Objectives:

Magnetic Resonance Imaging (MRI) is the primary tool for diagnosing and monitoring spinal metastases. However, MRI signal changes can be influenced by various factors such as osteoradionecrosis, fibrosis, or non-tumor-related conditions, complicating interpretation. Nuclear imaging techniques like PET scans or bone scans can provide complementary information to MRI, aiding in the evaluation of treatment response. This study investigates the nuclear response following spine stereotactic body radiotherapy (SBRT) in conjunction with other imaging modalities for a more comprehensive assessment.

Methods:

We conducted a retrospective analysis of patients treated for spine metastases with SBRT between 2014 and 2020. Patients who underwent PET or bone scans both before and after radiation were included. Changes in scan activity were used to categorize patients into complete response, stable disease, partial response, or disease progression. All patients also had contrast-enhanced spine MRIs before and after SBRT, with CT scans permitted when MRI was contraindicated.
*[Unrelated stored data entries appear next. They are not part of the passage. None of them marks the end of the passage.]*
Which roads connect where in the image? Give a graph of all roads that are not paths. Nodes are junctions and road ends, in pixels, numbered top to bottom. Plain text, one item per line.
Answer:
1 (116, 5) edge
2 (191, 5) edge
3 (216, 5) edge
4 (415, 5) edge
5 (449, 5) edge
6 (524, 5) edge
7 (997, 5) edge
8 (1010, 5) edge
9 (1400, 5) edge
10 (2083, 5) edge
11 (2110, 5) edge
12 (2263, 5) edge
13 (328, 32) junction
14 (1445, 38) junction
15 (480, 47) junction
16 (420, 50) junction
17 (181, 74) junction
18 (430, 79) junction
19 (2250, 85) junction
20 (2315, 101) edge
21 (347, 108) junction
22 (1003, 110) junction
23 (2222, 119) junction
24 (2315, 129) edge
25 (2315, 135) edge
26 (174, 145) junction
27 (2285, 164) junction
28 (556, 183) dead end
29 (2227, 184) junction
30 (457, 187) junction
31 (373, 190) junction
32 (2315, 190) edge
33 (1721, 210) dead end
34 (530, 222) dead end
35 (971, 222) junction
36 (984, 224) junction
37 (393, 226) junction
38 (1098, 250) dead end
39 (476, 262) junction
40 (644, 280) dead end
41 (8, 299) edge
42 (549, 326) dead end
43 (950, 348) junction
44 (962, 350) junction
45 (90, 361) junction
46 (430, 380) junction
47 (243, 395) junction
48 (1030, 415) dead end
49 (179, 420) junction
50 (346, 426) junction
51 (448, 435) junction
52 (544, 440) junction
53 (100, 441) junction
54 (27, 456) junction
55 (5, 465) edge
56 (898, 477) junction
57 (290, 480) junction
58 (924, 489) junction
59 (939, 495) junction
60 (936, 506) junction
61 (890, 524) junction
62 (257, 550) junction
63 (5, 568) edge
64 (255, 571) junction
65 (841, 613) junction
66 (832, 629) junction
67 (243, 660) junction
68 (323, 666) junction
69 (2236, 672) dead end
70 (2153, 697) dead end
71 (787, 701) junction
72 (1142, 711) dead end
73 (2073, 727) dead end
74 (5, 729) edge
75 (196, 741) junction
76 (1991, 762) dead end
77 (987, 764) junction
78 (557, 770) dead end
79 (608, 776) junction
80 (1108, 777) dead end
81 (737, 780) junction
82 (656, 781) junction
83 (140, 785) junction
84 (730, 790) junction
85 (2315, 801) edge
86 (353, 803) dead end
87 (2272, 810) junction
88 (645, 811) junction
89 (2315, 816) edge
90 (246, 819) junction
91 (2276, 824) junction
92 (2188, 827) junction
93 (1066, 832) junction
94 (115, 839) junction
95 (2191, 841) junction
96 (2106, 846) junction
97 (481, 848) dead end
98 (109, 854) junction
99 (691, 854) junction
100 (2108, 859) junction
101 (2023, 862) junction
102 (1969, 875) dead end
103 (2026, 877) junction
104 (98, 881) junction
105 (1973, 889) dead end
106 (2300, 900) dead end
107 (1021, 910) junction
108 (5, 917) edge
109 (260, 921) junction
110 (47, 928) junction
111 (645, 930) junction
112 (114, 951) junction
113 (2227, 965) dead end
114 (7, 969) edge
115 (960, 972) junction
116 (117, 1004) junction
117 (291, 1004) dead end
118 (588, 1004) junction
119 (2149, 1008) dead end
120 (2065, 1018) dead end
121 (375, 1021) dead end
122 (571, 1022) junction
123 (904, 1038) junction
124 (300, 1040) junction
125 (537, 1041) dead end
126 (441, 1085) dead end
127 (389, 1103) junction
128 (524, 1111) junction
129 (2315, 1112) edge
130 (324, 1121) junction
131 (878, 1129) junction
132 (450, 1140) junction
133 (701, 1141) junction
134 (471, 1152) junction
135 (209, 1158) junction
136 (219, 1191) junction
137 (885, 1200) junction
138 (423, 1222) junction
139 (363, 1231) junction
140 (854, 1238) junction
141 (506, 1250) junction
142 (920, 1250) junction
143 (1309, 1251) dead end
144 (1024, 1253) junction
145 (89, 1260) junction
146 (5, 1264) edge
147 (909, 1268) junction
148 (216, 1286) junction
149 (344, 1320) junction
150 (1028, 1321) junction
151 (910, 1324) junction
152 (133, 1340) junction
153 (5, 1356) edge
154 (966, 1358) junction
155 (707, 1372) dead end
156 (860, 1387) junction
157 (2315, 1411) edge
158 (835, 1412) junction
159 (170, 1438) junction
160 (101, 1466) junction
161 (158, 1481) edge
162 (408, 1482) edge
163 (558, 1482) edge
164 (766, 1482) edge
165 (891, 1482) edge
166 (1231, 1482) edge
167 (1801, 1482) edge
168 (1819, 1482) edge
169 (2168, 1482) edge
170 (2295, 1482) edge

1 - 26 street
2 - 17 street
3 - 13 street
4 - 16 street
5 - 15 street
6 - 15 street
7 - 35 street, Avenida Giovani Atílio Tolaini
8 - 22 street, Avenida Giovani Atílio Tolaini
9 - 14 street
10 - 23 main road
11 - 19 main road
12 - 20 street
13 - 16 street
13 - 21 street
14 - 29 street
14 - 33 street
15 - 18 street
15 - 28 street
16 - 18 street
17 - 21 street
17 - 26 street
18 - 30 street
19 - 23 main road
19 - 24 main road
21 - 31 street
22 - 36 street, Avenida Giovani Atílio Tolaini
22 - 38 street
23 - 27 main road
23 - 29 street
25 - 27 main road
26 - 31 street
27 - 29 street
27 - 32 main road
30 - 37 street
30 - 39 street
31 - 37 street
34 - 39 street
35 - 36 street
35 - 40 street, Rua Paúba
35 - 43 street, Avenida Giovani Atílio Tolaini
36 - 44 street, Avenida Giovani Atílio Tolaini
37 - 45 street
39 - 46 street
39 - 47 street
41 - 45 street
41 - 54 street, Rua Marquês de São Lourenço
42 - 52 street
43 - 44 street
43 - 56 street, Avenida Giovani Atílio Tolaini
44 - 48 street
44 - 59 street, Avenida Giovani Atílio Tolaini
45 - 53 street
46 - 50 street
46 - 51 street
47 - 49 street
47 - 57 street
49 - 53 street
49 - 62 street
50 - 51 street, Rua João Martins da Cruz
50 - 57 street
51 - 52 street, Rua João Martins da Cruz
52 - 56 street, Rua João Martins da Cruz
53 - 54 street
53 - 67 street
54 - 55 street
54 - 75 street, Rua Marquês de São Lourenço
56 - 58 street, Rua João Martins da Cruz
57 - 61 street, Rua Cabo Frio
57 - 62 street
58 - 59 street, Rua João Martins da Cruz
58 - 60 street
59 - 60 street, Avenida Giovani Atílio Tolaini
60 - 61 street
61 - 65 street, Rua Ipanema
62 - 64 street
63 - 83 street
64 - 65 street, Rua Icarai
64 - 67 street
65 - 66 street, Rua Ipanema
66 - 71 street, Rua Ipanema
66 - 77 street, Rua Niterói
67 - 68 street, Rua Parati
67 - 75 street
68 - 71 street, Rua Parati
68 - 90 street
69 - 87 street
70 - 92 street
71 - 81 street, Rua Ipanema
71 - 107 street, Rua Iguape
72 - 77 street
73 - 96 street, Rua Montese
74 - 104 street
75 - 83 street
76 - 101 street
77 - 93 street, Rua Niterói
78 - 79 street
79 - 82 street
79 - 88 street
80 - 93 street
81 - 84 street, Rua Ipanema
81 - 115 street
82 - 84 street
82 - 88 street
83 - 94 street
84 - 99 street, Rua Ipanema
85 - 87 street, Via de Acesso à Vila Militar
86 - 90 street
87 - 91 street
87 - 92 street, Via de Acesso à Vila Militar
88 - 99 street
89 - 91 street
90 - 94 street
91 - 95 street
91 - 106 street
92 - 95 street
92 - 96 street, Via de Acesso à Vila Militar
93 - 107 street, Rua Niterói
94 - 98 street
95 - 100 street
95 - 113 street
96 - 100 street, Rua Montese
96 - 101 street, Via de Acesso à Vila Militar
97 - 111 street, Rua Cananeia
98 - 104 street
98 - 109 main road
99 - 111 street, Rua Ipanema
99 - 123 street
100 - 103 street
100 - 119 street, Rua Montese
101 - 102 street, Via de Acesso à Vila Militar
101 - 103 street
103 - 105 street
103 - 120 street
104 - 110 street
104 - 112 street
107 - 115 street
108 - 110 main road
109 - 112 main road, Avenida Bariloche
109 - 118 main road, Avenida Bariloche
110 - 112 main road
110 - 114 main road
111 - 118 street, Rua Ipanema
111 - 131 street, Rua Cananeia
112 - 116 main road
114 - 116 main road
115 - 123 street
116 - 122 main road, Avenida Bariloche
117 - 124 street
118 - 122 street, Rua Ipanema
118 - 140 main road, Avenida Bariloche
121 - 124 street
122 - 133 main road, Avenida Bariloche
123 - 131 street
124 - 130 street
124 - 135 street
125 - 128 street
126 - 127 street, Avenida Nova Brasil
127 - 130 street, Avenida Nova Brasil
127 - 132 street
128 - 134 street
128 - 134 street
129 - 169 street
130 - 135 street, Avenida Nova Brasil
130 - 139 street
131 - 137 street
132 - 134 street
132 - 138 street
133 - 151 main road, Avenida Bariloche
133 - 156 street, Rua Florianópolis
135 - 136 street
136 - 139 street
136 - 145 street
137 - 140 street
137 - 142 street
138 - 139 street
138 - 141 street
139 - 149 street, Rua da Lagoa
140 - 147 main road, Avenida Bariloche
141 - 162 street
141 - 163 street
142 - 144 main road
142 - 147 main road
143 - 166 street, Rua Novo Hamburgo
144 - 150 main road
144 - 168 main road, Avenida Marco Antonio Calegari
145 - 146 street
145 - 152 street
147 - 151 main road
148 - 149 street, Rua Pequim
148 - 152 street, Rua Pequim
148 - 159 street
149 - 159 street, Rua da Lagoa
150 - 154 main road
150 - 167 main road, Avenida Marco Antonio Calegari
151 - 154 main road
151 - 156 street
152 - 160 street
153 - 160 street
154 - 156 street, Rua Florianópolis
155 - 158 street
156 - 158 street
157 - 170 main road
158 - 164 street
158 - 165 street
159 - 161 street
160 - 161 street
Additional factors such as age, sex, concurrent systemic therapy (administered within four weeks of radiation), radiotherapy fractionation, treatment volume, pathology (classified as radiosensitive vs. radioresistant), and systemic disease status at the time of radiation (stable vs. progressive) were evaluated. Local control and overall survival were assessed using Kaplan-Meier analysis, and Cox regression was applied for univariate and multivariate analyses.

Results:

The study included 47 patients with a median follow-up of 43.4 months (range: 3.8-97.3 months) and a median age of 61 years (range: 31-79 years). Of the patients, 55% were male, and 91% had an ECOG performance status of 0-1. Concurrent systemic therapy was given to 43% of patients, with 21% receiving chemotherapy, 13% immunotherapy, and 9% targeted therapy. The median prescribed dose was 27 Gy (range: 10-35 Gy), with a median biologically effective dose (BED10) of 51.3 Gy. The isodose line coverage was ≥95% in 66% of cases, and the median planning target volume (PTV) was 52.6 cc (range: 6.3-215.3 cc), with a median conformity index of 1.03 (range: 0.96-1.2). Partial vertebra coverage was seen in 74% of patients, and 26% had circumferential coverage. Most patients (89%) underwent multi-fraction treatment, with single spinal levels treated in 62%, two levels in 28%, and 3-4 levels in 10%. The cohort included a variety of cancers, with 21% having breast cancer, 15% non-small cell lung cancer, 12% sarcoma, 12% prostate cancer, and 8% head and neck cancer. Systemic disease was stable in 57% of patients and progressive in 43%. PET scans were performed in 62% of patients and bone scans in 38%, with FDG-F18 PET used in 86%, Gallium 68 Dotatate in 10%, and F18 FACBC in 4%. Based on nuclear imaging, 72% of patients showed a complete response, 12% a partial response, 7% stable disease, and 9% disease progression. The median time to complete metabolic response was 13 months (range: 0.4-122 months). In univariate analysis, systemic disease status (HR 5.85, 95% CI 1.18-28.92, p = .03) and nuclear complete response (HR 3.63, 95% CI 1.81-7.29, p < .001) were significantly associated with local control. In multivariable analysis, nuclear complete response remained significant (HR 3.22, 95% CI 1.49-6.97, p = .003), while systemic disease status did not (HR 2.14, 95% CI 2.15-15.65, p = .45). Other factors such as age, sex, concurrent systemic therapy, prescribed dose, fractionation, PTV, and pathology were not significantly associated with outcomes in either analysis. The 2-year local control rate was 91%, and overall survival was 63%.

Conclusion(s):

Spine SBRT continues to demonstrate high rates of local control. PET and bone scan responses were closely associated with sustained disease control, with 91% of patients showing complete, partial, or stable disease, and 9% experiencing progression. Nuclear complete response was a key factor linked to durable disease control in follow-up imaging. Larger, prospective studies are needed to further validate these findings.